* **Requirement**
In the material below, how many lines contain the word "down"? The reply must be that number alone.

* **Available data**
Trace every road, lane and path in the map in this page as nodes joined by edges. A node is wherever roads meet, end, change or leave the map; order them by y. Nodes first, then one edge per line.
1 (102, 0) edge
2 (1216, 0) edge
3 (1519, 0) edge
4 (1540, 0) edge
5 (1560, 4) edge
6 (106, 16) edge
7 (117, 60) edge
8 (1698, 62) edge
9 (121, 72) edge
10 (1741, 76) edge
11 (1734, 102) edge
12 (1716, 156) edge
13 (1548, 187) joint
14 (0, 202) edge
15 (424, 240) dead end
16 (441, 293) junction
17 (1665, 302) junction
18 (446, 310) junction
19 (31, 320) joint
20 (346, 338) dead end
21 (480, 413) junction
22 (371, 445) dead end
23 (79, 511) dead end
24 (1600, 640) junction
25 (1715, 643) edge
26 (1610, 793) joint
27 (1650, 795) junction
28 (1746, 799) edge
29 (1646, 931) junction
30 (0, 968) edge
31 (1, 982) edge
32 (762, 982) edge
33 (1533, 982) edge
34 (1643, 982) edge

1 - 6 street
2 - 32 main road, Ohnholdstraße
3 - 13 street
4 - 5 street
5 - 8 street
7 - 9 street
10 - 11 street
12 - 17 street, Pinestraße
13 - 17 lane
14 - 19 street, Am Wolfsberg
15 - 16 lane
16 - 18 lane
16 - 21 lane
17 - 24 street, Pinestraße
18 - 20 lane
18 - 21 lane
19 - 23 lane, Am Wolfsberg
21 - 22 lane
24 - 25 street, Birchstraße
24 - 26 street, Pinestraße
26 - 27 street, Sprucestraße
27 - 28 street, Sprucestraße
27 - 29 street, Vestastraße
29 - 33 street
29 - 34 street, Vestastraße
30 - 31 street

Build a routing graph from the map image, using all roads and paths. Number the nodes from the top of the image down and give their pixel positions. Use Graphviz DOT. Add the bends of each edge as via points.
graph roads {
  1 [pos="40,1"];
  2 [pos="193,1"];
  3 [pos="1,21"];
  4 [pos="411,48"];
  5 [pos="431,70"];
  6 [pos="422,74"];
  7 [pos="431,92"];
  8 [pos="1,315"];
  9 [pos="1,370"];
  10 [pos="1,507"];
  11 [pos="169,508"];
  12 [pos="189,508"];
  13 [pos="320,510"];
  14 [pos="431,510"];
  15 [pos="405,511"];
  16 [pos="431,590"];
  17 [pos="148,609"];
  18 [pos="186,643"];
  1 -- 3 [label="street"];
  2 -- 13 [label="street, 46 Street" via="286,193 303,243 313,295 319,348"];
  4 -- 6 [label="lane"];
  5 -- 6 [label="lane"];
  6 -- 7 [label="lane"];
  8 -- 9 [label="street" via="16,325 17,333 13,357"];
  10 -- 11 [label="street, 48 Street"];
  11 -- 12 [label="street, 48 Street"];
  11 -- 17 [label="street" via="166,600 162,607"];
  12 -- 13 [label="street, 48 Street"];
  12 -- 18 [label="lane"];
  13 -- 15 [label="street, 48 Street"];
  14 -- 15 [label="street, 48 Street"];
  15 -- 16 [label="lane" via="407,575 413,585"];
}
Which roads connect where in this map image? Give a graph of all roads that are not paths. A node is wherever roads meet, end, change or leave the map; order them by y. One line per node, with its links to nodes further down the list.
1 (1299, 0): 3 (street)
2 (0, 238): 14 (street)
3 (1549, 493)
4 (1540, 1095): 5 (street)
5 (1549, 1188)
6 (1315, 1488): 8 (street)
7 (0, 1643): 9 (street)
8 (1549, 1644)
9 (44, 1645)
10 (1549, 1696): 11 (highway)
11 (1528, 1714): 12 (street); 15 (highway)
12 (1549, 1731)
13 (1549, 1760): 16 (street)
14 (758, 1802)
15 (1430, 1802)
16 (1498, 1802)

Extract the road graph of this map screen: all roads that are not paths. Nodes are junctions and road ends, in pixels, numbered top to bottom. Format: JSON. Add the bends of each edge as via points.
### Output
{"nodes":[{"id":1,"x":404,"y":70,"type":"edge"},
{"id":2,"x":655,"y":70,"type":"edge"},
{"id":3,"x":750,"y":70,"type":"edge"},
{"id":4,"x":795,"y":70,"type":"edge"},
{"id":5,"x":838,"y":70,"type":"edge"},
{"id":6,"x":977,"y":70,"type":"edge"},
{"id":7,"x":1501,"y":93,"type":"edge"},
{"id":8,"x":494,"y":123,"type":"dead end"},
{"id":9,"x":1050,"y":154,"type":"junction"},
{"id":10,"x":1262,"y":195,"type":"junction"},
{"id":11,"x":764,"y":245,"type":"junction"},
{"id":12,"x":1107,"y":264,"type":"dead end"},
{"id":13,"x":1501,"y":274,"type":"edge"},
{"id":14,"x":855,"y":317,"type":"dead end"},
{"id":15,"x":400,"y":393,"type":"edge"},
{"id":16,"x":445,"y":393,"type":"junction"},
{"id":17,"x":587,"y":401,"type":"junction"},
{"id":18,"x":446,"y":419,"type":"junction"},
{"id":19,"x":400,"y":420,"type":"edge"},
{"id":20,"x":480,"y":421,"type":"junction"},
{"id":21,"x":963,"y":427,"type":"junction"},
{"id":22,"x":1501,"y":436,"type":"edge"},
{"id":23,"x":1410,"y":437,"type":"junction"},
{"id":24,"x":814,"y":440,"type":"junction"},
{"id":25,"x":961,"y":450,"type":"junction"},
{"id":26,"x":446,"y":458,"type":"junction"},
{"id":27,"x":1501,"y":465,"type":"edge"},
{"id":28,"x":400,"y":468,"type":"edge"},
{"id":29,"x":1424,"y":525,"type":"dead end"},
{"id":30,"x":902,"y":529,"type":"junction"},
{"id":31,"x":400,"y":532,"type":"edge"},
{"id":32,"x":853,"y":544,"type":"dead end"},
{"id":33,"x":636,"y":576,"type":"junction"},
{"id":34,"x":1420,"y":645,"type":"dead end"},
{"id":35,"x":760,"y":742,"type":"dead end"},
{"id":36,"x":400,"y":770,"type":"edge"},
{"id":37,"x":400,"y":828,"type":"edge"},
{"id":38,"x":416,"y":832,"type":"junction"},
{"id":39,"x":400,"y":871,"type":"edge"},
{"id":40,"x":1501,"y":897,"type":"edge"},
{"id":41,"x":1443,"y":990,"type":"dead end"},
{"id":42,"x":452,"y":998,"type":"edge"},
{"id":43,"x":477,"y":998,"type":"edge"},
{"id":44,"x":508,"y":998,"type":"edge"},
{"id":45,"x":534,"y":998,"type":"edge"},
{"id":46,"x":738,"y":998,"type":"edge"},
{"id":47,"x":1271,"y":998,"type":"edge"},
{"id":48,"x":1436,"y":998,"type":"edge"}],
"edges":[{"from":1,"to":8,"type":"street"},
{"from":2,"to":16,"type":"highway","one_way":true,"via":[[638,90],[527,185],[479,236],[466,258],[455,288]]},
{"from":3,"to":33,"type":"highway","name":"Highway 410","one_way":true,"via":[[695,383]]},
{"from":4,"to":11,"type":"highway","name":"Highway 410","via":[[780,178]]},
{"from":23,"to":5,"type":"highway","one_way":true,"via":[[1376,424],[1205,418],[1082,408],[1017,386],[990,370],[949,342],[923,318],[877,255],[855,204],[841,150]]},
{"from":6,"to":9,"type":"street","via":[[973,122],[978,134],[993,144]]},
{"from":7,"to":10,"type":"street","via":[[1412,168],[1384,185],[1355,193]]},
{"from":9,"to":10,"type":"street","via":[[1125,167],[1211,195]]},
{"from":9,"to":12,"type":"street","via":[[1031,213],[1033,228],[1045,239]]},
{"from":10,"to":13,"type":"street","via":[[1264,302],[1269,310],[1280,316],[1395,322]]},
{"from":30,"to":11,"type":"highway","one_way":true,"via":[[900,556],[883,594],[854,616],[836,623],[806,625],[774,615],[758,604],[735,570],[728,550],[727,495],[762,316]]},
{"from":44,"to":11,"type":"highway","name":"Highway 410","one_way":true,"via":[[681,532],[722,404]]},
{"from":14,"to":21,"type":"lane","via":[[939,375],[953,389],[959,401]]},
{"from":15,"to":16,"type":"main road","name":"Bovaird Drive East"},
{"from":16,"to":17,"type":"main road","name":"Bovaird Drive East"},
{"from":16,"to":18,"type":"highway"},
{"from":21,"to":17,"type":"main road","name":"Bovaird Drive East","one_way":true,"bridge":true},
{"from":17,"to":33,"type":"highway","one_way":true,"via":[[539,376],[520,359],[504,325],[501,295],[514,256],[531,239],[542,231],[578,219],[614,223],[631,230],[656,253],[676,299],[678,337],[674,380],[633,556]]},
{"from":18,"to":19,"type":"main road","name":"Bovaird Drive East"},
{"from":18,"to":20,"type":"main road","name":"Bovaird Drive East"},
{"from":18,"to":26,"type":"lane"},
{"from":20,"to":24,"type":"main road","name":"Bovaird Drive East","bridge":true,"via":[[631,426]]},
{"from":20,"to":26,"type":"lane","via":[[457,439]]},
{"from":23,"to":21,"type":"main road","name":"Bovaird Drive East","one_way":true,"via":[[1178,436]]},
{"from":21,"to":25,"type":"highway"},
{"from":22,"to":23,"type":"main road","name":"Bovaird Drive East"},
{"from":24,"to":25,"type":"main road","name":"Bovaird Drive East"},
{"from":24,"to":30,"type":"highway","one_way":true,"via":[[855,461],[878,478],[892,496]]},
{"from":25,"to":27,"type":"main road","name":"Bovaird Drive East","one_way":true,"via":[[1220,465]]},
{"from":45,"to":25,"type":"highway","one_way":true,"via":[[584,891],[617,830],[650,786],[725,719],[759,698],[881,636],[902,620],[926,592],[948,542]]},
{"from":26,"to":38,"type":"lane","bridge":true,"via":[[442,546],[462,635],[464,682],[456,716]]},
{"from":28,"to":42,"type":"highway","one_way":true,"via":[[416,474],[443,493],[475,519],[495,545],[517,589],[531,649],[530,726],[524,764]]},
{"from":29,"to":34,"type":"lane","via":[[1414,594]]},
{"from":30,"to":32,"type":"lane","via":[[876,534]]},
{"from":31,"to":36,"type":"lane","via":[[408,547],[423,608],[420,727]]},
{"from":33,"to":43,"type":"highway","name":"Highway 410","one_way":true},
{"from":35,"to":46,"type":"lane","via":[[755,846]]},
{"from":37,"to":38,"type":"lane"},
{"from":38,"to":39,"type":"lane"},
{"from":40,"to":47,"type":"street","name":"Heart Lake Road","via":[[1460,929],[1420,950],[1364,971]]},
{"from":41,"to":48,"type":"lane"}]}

* **Solution below**
2